═════ Data records ═════
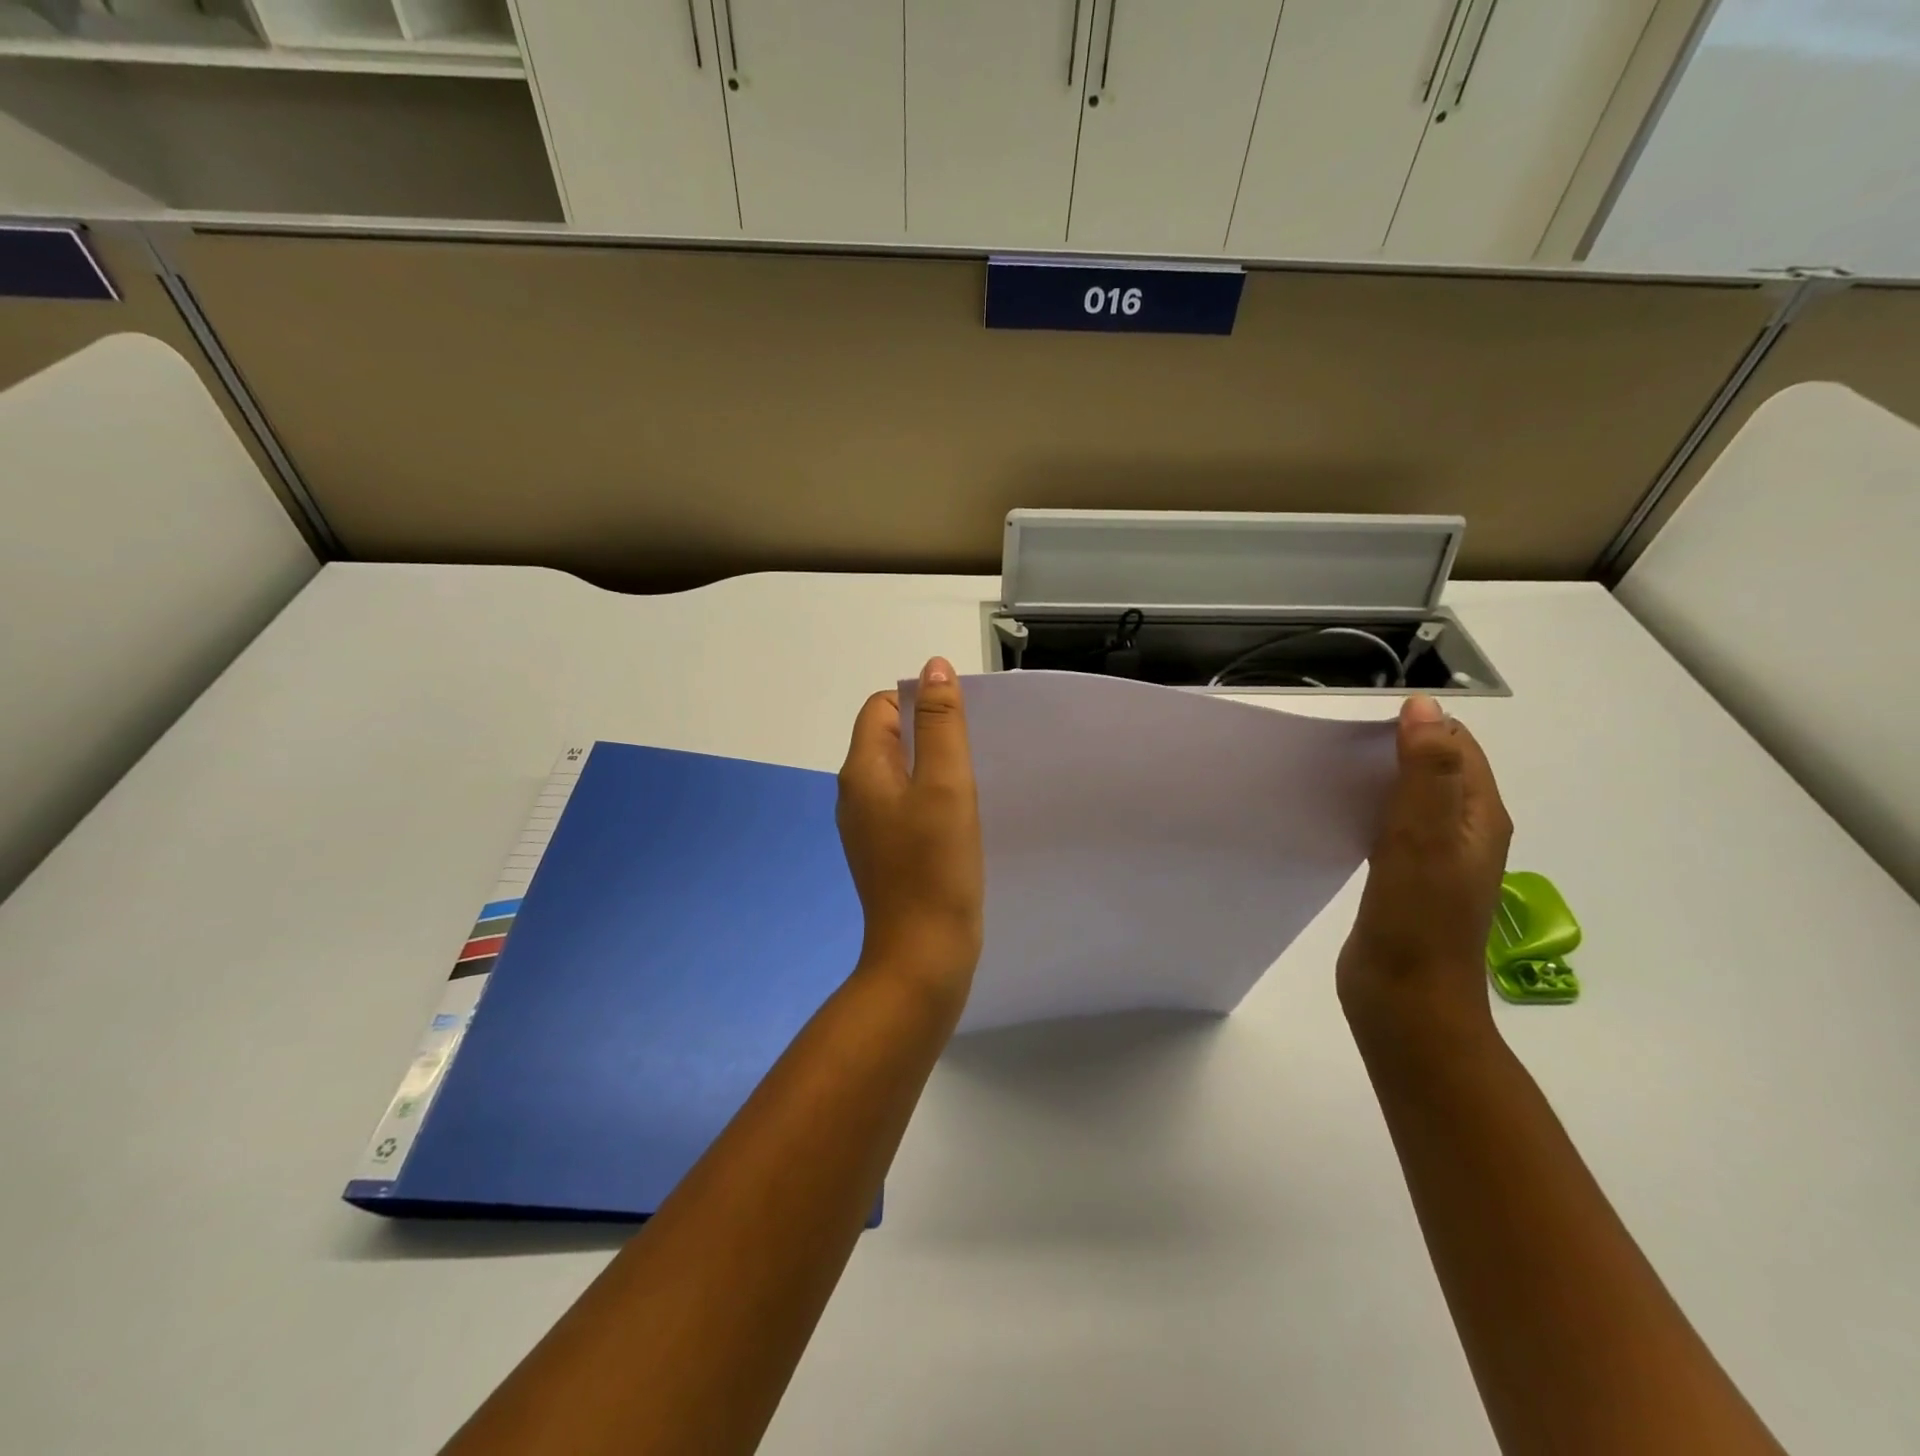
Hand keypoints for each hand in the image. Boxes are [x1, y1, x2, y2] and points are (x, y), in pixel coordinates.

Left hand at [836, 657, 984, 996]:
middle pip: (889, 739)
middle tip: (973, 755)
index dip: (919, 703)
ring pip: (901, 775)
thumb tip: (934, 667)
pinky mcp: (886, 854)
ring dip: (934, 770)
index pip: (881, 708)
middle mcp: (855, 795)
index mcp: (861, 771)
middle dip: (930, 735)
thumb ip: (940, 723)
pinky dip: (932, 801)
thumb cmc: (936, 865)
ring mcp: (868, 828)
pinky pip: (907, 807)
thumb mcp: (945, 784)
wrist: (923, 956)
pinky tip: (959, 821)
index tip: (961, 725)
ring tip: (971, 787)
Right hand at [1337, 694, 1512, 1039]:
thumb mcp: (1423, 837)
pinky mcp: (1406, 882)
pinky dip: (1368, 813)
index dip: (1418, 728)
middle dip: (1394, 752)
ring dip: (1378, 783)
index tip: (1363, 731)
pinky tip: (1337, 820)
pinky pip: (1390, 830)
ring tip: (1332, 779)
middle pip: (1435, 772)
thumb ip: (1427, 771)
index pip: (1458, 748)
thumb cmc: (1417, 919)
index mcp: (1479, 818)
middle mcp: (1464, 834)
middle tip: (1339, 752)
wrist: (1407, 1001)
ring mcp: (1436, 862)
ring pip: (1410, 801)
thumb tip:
═════
To do »
Without any pictures, output the entries above exactly as they appear.

Result for this exercise »
Hand keypoints for each hand in the image. Boxes are [x1, y1, x2, y2] and points are (x, y), in pixel coordinates.

Left hand at [836, 657, 984, 996]:
middle pip: (889, 739)
middle tip: (973, 755)
index dip: (919, 703)
ring pip: (901, 775)
thumb tip: (934, 667)
pinky mcp: (886, 854)
ring dip: (934, 770)
index pip: (881, 708)
middle mcp: (855, 795)
index mcp: (861, 771)
middle dip: (930, 735)
thumb ip: (940, 723)
pinky dip: (932, 801)
thumb cmc: (936, 865)
ring mcp: (868, 828)
pinky pip: (907, 807)
thumb mcp: (945, 784)
wrist: (923, 956)
pinky tip: (959, 821)
index tip: (961, 725)
ring tip: (971, 787)
Right hand at [1337, 694, 1512, 1039]:
thumb mcp: (1423, 837)
pinky mcp: (1406, 882)
pinky dip: (1368, 813)
index dip: (1418, 728)
middle dip: (1394, 752)
ring dip: (1378, 783)
index tip: (1363, 731)
pinky tip: (1337, 820)
pinky pip: (1390, 830)
ring tip: (1332, 779)
middle pip: (1435, 772)
thumb ip: (1427, 771)
index pip: (1458, 748)
thumb cmc: (1417, 919)
index mcp: (1479, 818)
middle mcp: (1464, 834)
middle tip: (1339, 752)
wrist: (1407, 1001)
ring mcp: (1436, 862)
ring pip: (1410, 801)
thumb tip:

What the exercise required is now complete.